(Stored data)
____________________

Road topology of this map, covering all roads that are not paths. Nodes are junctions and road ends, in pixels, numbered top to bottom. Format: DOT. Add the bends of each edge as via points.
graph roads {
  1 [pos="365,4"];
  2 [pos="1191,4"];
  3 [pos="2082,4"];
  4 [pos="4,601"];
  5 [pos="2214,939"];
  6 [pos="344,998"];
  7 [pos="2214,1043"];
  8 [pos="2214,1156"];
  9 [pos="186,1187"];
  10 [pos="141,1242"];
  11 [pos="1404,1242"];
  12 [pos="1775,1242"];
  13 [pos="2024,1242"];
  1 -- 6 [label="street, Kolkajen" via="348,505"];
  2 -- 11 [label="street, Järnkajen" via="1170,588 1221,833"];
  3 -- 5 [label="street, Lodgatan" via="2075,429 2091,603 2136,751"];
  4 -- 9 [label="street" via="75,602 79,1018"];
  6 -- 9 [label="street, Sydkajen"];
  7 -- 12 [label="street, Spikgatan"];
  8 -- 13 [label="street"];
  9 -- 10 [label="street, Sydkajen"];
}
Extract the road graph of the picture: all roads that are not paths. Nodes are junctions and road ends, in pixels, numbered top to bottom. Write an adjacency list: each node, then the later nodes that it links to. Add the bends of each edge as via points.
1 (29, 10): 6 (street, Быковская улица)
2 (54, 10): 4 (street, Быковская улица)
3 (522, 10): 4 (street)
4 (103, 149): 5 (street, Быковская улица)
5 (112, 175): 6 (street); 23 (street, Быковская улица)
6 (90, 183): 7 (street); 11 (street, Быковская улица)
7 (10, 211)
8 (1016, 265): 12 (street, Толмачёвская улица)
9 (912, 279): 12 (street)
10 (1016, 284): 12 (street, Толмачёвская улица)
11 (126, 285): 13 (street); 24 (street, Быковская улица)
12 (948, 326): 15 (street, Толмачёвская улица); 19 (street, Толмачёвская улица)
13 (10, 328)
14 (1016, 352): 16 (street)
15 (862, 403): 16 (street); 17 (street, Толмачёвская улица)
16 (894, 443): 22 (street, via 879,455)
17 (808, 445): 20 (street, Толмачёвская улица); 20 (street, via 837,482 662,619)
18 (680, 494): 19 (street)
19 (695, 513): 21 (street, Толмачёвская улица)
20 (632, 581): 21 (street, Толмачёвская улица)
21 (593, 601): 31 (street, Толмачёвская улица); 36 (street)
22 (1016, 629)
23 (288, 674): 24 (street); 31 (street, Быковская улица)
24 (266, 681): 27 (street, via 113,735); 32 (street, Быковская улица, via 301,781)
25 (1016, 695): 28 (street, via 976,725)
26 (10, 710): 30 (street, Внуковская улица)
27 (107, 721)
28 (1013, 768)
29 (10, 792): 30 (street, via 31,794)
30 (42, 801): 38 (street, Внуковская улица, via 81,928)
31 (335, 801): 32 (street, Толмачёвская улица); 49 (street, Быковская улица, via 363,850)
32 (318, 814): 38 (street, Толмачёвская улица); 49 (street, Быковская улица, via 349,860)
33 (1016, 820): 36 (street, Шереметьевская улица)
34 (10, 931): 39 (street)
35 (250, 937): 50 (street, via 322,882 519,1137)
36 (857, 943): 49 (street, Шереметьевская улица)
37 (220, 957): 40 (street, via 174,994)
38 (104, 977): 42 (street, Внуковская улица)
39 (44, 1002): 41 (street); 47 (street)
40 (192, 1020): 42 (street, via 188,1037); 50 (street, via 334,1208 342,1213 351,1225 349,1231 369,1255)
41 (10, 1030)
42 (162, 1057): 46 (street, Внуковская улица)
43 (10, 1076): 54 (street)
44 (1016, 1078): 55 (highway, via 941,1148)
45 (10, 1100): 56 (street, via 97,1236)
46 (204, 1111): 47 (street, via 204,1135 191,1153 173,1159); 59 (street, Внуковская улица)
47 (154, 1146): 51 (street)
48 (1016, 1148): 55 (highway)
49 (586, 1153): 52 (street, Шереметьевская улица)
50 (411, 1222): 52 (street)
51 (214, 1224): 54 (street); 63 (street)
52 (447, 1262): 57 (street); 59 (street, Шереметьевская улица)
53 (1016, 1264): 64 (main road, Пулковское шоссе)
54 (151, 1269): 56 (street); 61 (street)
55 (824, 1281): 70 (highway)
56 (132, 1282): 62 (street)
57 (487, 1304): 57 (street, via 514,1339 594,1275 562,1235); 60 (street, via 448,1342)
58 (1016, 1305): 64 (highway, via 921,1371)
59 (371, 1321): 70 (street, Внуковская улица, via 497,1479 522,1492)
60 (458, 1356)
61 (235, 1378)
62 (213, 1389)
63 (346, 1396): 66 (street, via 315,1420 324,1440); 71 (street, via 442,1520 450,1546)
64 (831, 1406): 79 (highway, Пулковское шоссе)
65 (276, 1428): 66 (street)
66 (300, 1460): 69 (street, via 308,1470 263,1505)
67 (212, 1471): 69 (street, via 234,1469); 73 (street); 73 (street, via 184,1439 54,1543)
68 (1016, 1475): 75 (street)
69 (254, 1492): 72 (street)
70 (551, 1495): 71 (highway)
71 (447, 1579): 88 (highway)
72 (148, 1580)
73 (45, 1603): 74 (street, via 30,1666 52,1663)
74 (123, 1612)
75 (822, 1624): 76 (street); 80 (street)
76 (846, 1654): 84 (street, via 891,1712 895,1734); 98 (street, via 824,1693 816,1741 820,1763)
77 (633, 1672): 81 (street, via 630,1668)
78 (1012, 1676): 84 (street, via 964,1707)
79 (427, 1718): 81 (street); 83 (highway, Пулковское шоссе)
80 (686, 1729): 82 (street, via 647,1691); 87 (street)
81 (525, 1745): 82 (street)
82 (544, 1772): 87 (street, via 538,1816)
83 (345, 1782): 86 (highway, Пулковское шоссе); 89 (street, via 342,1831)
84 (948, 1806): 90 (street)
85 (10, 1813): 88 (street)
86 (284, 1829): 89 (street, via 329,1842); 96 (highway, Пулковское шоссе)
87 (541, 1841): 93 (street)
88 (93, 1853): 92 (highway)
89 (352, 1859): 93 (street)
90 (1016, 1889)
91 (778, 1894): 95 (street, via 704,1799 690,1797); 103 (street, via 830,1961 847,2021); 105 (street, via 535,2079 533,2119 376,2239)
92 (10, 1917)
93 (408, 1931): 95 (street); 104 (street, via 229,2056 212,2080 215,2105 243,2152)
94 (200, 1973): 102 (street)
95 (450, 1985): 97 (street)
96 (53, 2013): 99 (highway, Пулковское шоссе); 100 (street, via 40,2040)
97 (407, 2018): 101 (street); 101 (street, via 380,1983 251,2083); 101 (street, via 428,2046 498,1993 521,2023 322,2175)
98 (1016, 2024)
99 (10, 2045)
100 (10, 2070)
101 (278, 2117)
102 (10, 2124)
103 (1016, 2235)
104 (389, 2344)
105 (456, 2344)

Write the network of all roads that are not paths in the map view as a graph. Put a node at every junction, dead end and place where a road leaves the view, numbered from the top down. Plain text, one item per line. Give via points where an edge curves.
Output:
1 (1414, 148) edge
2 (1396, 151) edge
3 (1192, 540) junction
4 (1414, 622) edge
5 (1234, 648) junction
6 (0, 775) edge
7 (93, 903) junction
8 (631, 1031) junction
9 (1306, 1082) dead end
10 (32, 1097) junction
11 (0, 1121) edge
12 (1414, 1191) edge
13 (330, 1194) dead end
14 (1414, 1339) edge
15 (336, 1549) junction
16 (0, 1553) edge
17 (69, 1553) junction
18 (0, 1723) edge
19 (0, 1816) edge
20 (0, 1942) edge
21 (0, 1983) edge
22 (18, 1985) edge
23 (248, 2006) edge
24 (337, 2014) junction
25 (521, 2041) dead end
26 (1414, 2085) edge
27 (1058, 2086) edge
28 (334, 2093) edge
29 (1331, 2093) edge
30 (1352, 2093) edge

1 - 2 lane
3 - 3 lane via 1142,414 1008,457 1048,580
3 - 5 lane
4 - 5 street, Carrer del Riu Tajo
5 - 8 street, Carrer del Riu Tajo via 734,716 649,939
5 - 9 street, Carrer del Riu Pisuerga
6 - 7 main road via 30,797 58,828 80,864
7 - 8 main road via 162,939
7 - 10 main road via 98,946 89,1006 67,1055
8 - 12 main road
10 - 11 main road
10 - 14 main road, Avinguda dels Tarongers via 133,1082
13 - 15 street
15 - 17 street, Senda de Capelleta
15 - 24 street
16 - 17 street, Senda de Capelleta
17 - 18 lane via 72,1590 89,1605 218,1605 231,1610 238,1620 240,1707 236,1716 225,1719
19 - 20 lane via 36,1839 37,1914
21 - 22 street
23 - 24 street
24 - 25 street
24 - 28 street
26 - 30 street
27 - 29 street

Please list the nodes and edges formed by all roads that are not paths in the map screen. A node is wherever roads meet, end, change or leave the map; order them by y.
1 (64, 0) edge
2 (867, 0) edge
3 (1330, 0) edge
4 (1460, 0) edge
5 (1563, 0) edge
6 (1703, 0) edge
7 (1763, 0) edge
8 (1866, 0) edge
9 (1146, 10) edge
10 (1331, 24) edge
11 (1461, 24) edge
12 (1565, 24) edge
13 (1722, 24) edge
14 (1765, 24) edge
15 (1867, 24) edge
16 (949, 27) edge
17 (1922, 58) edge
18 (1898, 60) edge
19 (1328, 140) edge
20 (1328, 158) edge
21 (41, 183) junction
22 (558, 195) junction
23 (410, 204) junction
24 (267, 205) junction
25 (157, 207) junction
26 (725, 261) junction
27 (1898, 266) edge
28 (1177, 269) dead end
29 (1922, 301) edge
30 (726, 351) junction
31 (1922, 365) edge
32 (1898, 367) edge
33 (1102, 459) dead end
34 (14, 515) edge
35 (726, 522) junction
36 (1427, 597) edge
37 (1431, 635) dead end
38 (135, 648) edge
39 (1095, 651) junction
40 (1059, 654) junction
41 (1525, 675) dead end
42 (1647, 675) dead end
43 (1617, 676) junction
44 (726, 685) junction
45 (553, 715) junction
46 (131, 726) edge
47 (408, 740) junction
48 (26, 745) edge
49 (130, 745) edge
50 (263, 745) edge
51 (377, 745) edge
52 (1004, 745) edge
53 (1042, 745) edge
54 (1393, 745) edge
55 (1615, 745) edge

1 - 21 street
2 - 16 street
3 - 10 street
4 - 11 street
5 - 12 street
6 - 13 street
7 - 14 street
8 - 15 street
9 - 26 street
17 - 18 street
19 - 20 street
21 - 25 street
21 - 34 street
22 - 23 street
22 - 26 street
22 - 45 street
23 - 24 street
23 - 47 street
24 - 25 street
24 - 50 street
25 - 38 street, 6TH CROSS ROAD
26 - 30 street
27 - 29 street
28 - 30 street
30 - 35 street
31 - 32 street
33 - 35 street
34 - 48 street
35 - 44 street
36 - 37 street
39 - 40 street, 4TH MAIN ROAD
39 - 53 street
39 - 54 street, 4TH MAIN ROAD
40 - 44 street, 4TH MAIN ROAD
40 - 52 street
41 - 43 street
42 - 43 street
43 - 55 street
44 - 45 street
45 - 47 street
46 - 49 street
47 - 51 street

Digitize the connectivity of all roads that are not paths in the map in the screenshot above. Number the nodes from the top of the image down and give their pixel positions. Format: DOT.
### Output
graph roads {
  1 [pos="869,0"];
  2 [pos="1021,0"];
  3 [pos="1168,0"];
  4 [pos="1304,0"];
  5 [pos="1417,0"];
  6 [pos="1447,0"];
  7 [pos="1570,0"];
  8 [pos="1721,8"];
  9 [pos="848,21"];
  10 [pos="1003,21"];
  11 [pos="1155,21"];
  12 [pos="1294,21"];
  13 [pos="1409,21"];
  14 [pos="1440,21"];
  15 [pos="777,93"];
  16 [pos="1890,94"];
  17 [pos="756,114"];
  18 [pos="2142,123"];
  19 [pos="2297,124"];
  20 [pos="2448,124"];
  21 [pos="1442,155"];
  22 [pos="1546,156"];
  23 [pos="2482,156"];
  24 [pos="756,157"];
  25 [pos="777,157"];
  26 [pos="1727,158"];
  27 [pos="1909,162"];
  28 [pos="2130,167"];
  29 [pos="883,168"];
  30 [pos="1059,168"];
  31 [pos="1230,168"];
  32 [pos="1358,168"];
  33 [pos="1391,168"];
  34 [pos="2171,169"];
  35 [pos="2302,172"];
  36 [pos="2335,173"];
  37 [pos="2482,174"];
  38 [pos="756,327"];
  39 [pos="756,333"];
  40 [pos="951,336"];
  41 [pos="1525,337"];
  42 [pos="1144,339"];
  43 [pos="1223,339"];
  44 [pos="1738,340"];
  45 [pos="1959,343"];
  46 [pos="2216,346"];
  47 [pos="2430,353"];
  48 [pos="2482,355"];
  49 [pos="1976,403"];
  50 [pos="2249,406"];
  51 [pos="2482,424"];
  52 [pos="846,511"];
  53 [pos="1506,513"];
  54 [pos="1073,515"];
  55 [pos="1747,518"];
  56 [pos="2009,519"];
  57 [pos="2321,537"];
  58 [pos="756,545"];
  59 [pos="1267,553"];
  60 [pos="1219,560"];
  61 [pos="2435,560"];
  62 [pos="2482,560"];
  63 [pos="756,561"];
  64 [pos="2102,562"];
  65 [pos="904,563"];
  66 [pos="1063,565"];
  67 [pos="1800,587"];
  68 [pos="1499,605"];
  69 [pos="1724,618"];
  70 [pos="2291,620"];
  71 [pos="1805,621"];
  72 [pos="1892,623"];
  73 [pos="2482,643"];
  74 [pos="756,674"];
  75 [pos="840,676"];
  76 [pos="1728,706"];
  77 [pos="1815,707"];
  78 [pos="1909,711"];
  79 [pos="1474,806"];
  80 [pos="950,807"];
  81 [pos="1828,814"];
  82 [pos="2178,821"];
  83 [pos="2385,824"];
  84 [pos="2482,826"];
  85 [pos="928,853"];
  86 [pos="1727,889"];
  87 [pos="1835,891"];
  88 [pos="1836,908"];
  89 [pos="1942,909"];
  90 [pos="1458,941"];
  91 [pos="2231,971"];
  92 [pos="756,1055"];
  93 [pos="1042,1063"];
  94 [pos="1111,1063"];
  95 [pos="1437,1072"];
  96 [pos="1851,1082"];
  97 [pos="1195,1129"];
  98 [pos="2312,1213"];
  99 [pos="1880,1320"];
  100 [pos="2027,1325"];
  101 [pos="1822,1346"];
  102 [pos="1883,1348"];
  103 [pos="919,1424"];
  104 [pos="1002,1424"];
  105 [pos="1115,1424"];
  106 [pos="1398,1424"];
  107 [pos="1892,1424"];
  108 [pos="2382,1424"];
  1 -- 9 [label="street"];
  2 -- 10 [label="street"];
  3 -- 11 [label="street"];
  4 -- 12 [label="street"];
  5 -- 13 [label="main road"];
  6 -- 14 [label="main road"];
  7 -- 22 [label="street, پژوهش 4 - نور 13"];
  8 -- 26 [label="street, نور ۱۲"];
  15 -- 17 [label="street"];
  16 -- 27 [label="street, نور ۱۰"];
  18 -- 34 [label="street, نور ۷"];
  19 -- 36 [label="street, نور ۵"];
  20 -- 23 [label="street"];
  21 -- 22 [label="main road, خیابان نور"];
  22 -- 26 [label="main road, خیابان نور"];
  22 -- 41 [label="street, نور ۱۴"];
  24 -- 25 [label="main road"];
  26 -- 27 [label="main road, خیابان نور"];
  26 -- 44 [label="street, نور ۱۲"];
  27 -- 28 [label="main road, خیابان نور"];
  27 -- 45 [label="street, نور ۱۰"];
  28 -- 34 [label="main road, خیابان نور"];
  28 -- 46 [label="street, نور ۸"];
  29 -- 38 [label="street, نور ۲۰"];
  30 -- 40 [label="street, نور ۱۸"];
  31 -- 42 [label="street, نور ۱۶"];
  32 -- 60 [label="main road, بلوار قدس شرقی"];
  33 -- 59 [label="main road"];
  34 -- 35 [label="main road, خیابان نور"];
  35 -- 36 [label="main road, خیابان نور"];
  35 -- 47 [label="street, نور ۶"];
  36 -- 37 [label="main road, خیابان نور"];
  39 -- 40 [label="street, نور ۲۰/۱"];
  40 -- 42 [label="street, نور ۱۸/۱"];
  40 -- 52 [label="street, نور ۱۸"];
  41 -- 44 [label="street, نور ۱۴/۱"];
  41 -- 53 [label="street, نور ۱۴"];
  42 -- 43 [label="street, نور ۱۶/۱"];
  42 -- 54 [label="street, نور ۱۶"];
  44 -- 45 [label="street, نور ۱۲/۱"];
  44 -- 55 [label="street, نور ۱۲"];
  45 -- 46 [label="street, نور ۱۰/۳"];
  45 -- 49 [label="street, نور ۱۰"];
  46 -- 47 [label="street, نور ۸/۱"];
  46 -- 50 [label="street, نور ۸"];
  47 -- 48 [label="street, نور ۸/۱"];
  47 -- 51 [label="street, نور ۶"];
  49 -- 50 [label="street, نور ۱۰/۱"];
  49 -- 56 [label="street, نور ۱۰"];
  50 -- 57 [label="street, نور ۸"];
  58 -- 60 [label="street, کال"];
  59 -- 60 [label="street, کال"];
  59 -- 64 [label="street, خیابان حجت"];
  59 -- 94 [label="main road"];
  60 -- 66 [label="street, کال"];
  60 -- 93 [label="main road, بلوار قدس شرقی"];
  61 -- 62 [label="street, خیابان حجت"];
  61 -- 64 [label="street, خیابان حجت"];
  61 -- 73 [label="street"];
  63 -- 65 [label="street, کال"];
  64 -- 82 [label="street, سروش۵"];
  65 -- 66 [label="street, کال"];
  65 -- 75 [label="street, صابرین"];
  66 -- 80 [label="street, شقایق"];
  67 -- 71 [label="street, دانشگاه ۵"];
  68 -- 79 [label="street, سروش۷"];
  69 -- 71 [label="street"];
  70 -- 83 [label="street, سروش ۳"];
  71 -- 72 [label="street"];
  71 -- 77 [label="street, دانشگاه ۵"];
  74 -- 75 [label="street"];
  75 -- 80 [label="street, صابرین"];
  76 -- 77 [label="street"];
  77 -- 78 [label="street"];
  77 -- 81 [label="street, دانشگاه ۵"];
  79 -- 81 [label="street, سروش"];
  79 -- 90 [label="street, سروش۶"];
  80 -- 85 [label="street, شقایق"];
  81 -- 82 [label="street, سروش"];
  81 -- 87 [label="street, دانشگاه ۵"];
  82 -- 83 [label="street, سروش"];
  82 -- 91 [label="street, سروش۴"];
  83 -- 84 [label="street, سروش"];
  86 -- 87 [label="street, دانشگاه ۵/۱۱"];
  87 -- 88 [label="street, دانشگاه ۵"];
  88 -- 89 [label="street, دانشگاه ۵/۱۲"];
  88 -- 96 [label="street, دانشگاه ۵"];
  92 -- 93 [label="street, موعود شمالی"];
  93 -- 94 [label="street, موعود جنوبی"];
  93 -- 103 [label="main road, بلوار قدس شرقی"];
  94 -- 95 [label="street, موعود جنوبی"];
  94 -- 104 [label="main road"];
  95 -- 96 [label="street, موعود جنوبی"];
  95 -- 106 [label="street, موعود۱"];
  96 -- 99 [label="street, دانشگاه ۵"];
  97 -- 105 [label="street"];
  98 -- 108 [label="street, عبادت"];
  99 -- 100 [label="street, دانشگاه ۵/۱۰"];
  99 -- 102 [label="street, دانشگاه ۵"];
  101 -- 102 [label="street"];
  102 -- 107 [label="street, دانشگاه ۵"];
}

____________________

**Work order**
Look through the entries above. Copy each line in which the string "Быковская" occurs.

**Solution for this exercise**
1 (29, 10): 6 (street, Быковская улица)
2 (54, 10): 4 (street, Быковская улица)
4 (103, 149): 5 (street, Быковская улица)
5 (112, 175): 6 (street); 23 (street, Быковская улица)
6 (90, 183): 7 (street); 11 (street, Быковская улица)
11 (126, 285): 13 (street); 24 (street, Быковская улица)
23 (288, 674): 24 (street); 31 (street, Быковская улица)
24 (266, 681): 27 (street, via 113,735); 32 (street, Быковская улица, via 301,781)
31 (335, 801): 32 (street, Толмачёвская улица); 49 (street, Быковская улица, via 363,850)
32 (318, 814): 38 (street, Толмачёвская улица); 49 (street, Быковская улица, via 349,860)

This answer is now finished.